Léon bangs the tray on the marble top. The yellow buttons spread a little but stay separate from one another.
“Okay, come now, we go to the ovens.”
The ovens are in the next room, stacked like shelves, at least ten or twelve in two tall columns.
“They need to be inside for about eight minutes. The oven is preheated to three fifty. You must make sure it is very dry. No steam at all.”
We stand close together staring into the heat. The warmth is dry and pleasant and the silence between us comfortable as we watch the macarons slowly rise. Around us the staff is busy: rolling dough through a machine, chatting and mixing, laughing and pounding. But the jumpy, sharp sounds of Cantonese, which normally interrupt my thoughts, fade into the background as I stare at the tray. I can feel Léon’s breath beside me. We are joined in the holy communion of this miracle: sugar and egg white and almond coming together.
The tops of the macarons become rounded and shiny, like buttons or bottle tops. Léon explains that we need to cook the undersides for a few minutes and then they must sit for a day or so. When they are done, he takes the cooked macarons from the oven. Back in the main kitchen, he talks me through the art of ganache, the soft, silky center of the macaron. He is not going to make the ganache for the shells we have just baked as they are too hot from cooking, so instead he mimes the process, gesturing while explaining what he a
dds, how he mixes it, what is important. He looks to the ceiling, searching for the appropriate words. He is so concerned that I get it right. As if it is his duty as a friend, as a chef, as a Frenchman. Finally he asks one of the chefs to help him in another room. I wait for a few minutes, watching as someone carefully peels ripe pears.

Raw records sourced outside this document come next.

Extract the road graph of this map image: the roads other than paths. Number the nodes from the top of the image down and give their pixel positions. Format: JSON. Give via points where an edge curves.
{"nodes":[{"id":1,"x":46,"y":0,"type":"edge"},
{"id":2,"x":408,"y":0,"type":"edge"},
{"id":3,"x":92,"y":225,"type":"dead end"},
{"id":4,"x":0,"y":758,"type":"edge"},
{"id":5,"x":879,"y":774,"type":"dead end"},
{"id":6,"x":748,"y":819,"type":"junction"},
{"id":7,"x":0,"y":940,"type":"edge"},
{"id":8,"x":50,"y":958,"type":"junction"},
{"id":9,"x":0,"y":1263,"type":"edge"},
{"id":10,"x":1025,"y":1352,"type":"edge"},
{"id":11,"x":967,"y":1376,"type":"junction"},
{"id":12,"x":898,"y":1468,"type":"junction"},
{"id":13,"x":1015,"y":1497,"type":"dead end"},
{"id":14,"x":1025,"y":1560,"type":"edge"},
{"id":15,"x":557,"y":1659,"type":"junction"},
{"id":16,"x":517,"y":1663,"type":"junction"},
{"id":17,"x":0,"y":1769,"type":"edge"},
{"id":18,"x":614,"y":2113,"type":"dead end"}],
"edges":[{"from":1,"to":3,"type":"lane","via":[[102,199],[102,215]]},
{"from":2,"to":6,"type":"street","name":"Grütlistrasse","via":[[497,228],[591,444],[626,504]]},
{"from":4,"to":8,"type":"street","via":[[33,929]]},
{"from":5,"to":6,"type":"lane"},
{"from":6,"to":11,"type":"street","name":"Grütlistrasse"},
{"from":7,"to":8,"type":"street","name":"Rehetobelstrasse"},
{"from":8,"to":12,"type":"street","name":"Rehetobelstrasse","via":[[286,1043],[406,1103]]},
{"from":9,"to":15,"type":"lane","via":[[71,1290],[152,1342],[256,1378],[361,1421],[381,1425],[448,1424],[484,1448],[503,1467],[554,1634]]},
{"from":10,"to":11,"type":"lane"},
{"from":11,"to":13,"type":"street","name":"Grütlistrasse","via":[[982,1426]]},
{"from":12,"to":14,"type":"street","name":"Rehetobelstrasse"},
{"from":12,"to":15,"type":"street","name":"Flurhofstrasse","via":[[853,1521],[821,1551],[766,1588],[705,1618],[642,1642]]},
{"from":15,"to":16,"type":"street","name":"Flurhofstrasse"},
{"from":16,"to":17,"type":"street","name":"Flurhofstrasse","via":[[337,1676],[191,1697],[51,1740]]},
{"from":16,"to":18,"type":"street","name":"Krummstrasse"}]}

Léon returns with a glass plate—a traffic light of macarons down each side. He places it in front of me. “Voilà. Macarons. These ones I made yesterday for a party tonight, so they should be delicious.”
He is right, of course; they are perfect. The first one I taste is dark chocolate with a center that is firmer than I had expected but that melts on my tongue in seconds. The second one is raspberry, the ganache retaining the roughness and texture of the fruit. The almond paste is stronger in this one, nuttier; blended together with the raspberry, it tastes of autumn. The last macaron is passion fruit. I know the shells are unflavored, but it tastes as though the entire sweet—the shells, the ganache, the scent—is alive with the zest of passion fruit before it even enters my mouth. Then, acidic on the tongue and rounding off a heavy sweetness. The perfume of the passion fruit macaron is like a bunch of lilies, assaulting and exotic. I close my eyes for a second, savoring each one.

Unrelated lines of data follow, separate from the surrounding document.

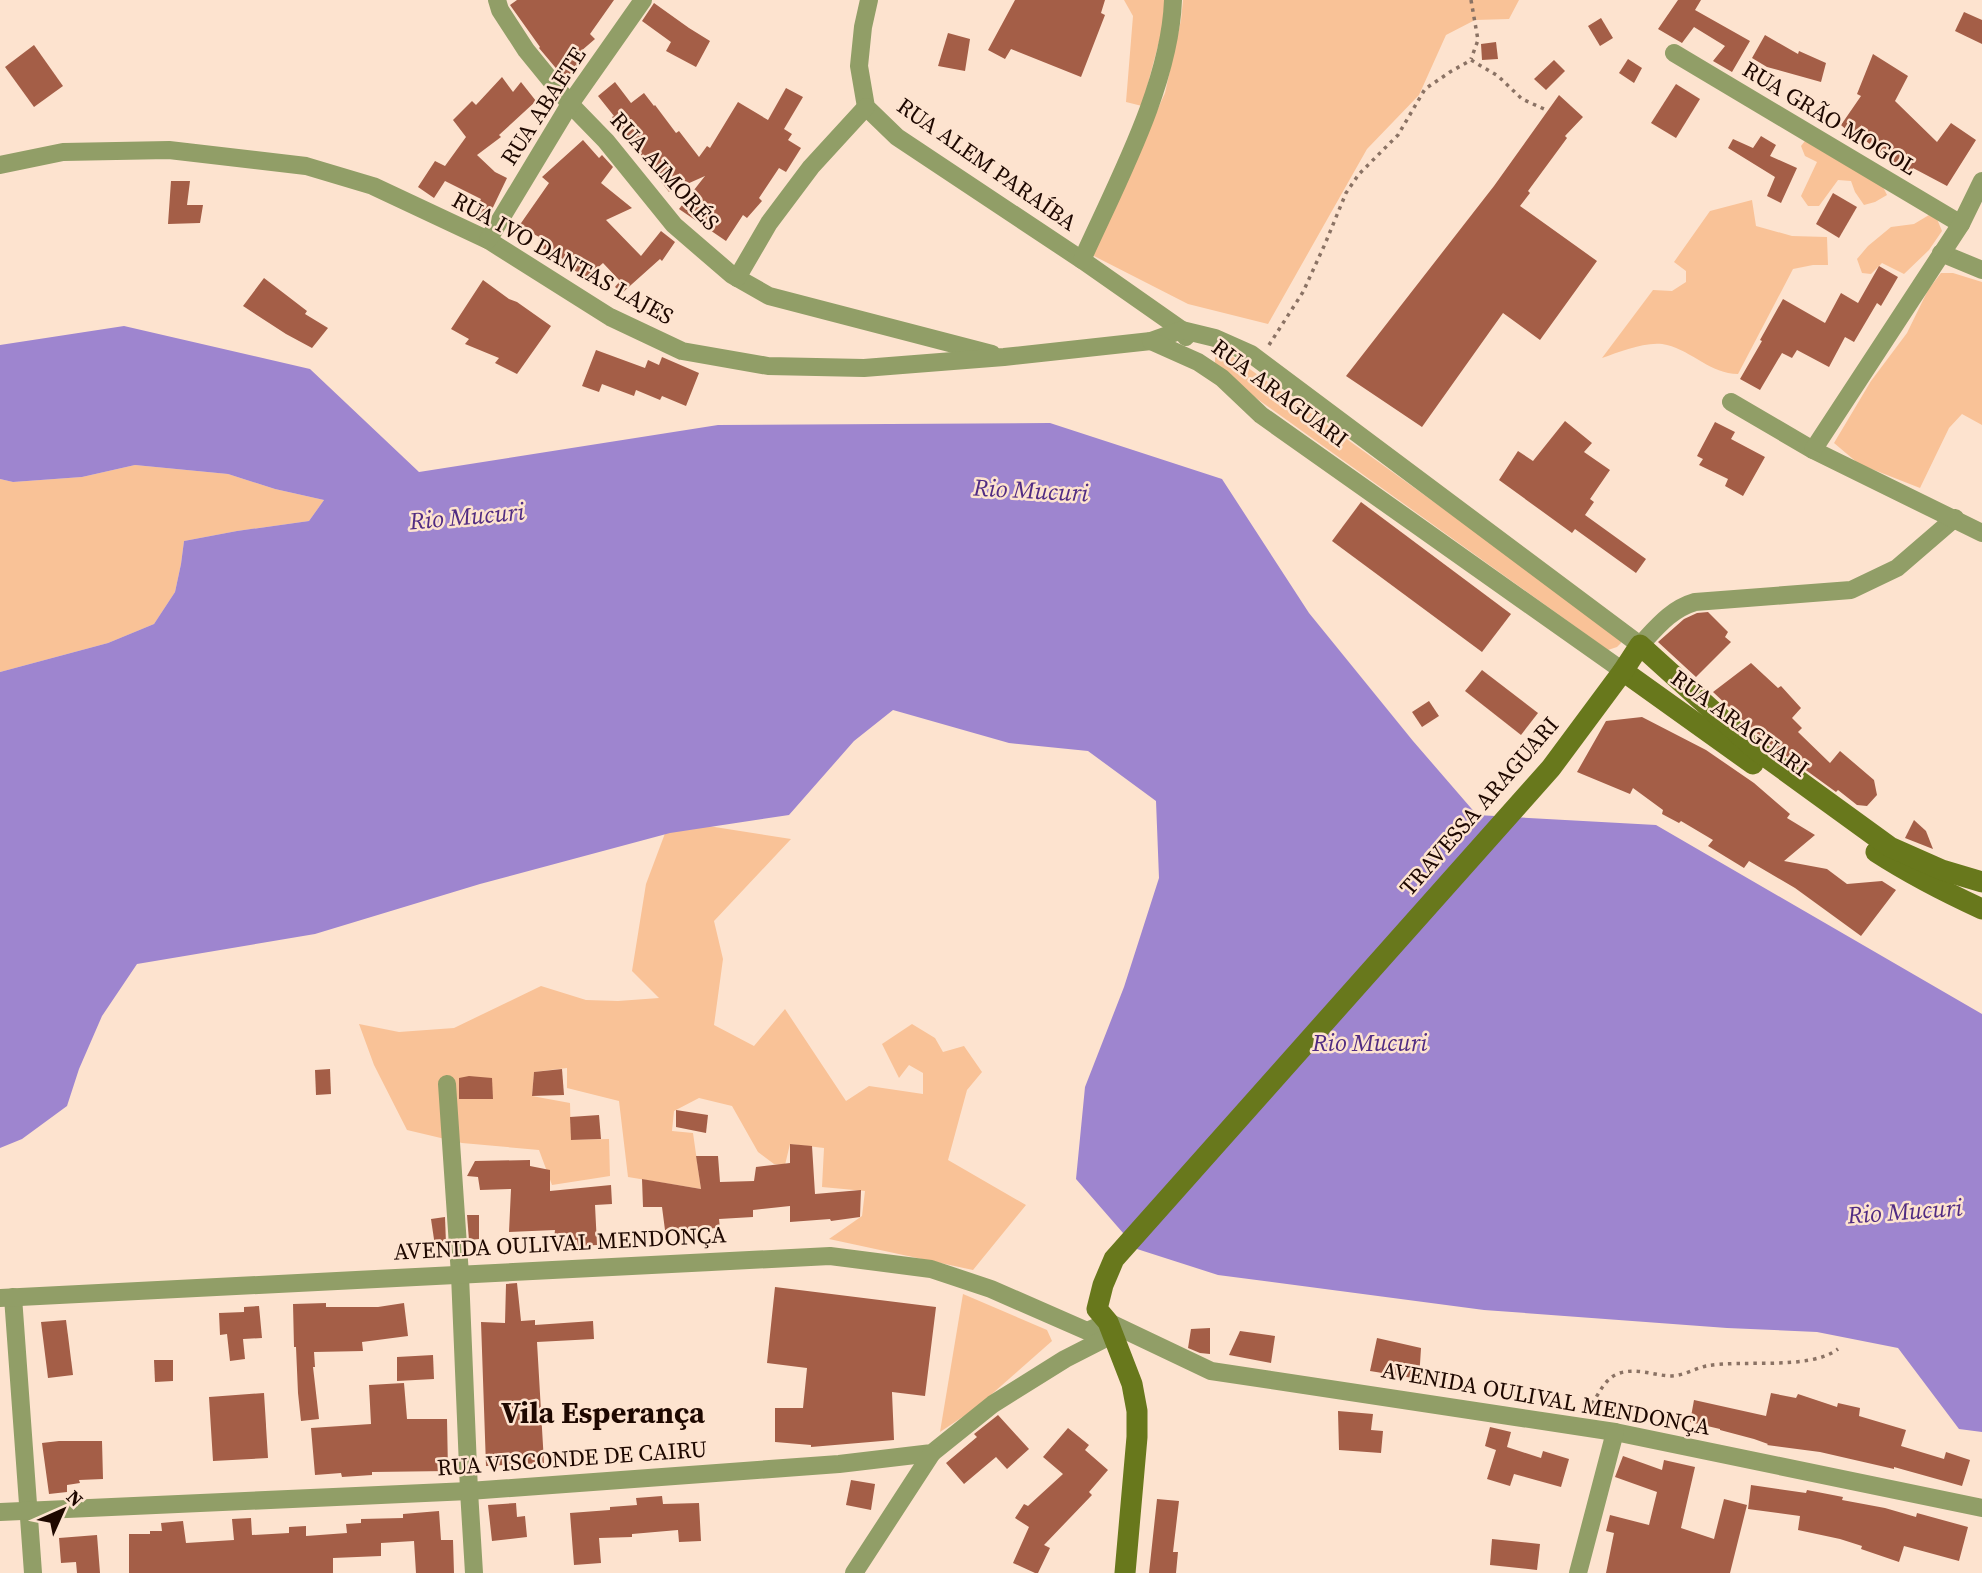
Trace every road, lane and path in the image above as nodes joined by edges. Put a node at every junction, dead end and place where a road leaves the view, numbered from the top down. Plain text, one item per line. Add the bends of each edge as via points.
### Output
1 (497, 0) edge
2 (643, 0) edge
3 (869, 0) edge
4 (1173, 0) edge
5 (1471, 0) edge
6 (1674, 53) dead end
7 (1471, 60) junction
8 (570, 104) junction
9 (866, 107) junction
10 (1544, 108) dead end
11 (0, 165) edge
12 (1982, 181) edge
13 (1961, 224) junction
14 (488, 240) junction
15 (1941, 253) junction
16 (1082, 260) junction
17 (1982, 270) edge
18 (737, 278) junction
19 (1182, 330) junction
20 (1151, 341) junction
21 (1004, 357) junction
22 (1198, 362) junction
23 (1270, 369) junction
24 (1731, 402) dead end
25 (1813, 450) junction
26 (1955, 518) junction
27 (1982, 533) edge
28 (1640, 645) junction
29 (1623, 671) junction
30 (1884, 850) junction
31 (1982, 882) edge
32 (1982, 909) edge
33 (447, 1084) dead end
34 (460, 1275) junction
35 (6, 1298) edge
36 (1110, 1329) junction
37 (1838, 1349) dead end
38 (1585, 1411) dead end
39 (1615, 1432) junction
40 (932, 1453) junction
41 (469, 1491) junction
42 (1982, 1508) edge
43 (29, 1510) junction
44 (0, 1512) edge
45 (33, 1573) edge
46 (474, 1573) edge
47 (854, 1573) edge
48 (1125, 1573) edge
49 (1578, 1573) edge

1 - 8 street, RUA AIMORÉS via 526,50
2 - 8 street, RUA ABAETE
3 - 9 street, RUA ALEM PARAÍBA via 859,66
4 - 16 street, RUA ALEM PARAÍBA via 1156,87
5 - 7 path via 1478,40
6 - 13 street, RUA GRÃO MOGOL
7 - 10 path via 1498,76 1522,99
7 - 23 path via 1425,89 1398,135 1346,193 1303,292 1269,346
8 - 14 street, RUA ABAETE
8 - 18 street, RUA AIMORÉS via 607,141 674,225
9 - 16 street, RUA ALEM PARAÍBA via 897,137
9 - 18 street via 811,167
11 - 14 street, RUA IVO DANTAS LAJES via 63,152 169,150 306,166 373,186
12 - 13 street
13 - 15 street
14 - 21 street, RUA IVO DANTAS LAJES via 610,317 682,351 768,366 864,368
15 - 17 street
15 - 25 street
16 - 19 street, RUA ALEM PARAÍBA
18 - 21 street, RUA AIMORÉS via 769,296
19 - 20 street
19 - 22 street, RUA ALEM PARAÍBA
19 - 23 street, RUA ARAGUARI via 1215,338 1251,354
20 - 21 street, RUA IVO DANTAS LAJES
20 - 22 street, RUA ARAGUARI
22 - 29 street, RUA ARAGUARI via 1261,415
23 - 28 street, RUA ARAGUARI
24 - 25 street
25 - 26 street
26 - 27 street
26 - 28 street, TRAVESSA ARAGUARI via 1897,568 1851,590 1695,603 1680,607
28 - 29 street, TRAVESSA ARAGUARI
28 - 30 street, RUA ARAGUARI via 1755,749
29 - 30 street, RUA ARAGUARI via 1836,826
29 - 36 street, TRAVESSA ARAGUARI via 1550,768 1114,1259 1097,1309
30 - 31 street
30 - 32 street via 1922,880
33 - 34 street
34 - 35 street, AVENIDA OULIVAL MENDONÇA
34 - 36 street, AVENIDA OULIVAL MENDONÇA via 830,1256 931,1269 991,1289 1087,1331
34 - 41 street
35 - 43 street
36 - 39 street, AVENIDA OULIVAL MENDONÇA via 1211,1371
36 - 40 street via 993,1404
36 - 48 street via 1132,1384 1137,1411
37 - 38 path via 1831,1355 1791,1362 1706,1366 1681,1375 1629,1371 1607,1381
39 - 42 street, AVENIDA OULIVAL MENDONÇA
39 - 49 street
40 - 41 street, RUA VISCONDE DE CAIRU
40 - 47 street
41 - 43 street, RUA VISCONDE DE CAIRU
41 - 46 street
43 - 44 street, RUA VISCONDE DE CAIRU
43 - 45 street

“So, what do you think?” He is close enough for me to notice that the color of his eyes matches the cornflower blue initials stitched delicately onto his white chef’s shirt.

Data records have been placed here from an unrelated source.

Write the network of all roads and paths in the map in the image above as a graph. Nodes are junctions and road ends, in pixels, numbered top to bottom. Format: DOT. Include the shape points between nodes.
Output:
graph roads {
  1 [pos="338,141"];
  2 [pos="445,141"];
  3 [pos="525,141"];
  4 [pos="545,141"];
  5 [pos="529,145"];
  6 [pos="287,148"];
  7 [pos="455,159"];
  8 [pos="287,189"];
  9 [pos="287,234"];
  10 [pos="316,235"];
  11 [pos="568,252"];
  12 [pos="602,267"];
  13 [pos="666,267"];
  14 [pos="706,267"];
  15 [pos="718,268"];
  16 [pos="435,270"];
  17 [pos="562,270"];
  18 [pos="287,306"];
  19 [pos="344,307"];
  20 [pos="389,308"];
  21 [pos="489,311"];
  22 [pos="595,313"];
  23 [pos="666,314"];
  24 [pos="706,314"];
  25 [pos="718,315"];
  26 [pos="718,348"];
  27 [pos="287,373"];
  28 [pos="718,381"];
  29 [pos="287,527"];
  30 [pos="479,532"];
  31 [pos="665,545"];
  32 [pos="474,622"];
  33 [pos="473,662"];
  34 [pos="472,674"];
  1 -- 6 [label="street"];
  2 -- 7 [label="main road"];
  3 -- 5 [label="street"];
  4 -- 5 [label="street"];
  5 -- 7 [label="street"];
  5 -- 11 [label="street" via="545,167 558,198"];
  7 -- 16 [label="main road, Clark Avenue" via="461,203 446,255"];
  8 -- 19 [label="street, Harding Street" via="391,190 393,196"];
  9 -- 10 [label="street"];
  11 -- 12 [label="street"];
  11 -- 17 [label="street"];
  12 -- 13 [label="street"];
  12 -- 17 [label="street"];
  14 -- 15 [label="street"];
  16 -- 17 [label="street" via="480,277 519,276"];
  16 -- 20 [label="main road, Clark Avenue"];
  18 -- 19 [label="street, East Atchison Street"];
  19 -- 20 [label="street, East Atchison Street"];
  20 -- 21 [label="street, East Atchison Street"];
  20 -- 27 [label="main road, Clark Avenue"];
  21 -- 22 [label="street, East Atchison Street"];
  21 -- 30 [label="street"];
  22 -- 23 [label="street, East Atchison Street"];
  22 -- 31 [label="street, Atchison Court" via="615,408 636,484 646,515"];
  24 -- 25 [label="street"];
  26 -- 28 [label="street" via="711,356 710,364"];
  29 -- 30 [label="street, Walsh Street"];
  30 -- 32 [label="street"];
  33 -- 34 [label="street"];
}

“Wonderful. Really lovely.” I smile at him, feeling drunk on the taste of divine macarons. He grins and looks down at the empty plate. I swallow with some effort and feel my heart run through a few beats.
“Good, that’s what I was hoping for.” He smiles.
Dearest Mama,
I might be a wanton harlot.
I knew that would make you laugh. But it could be true. I can’t stop thinking about a man who is married. And I am married. We are both married but not to each other, which means such thoughts are wicked, aren’t they?
Mama, he has an accent that brings to mind a sweet and smoky caramel melting in your mouth. I feel so ridiculous even thinking about him. Léon. Léon. Léon. It’s got that soft, floating ending that could go on and on. And, I don’t know how to explain but, he looks like Paris.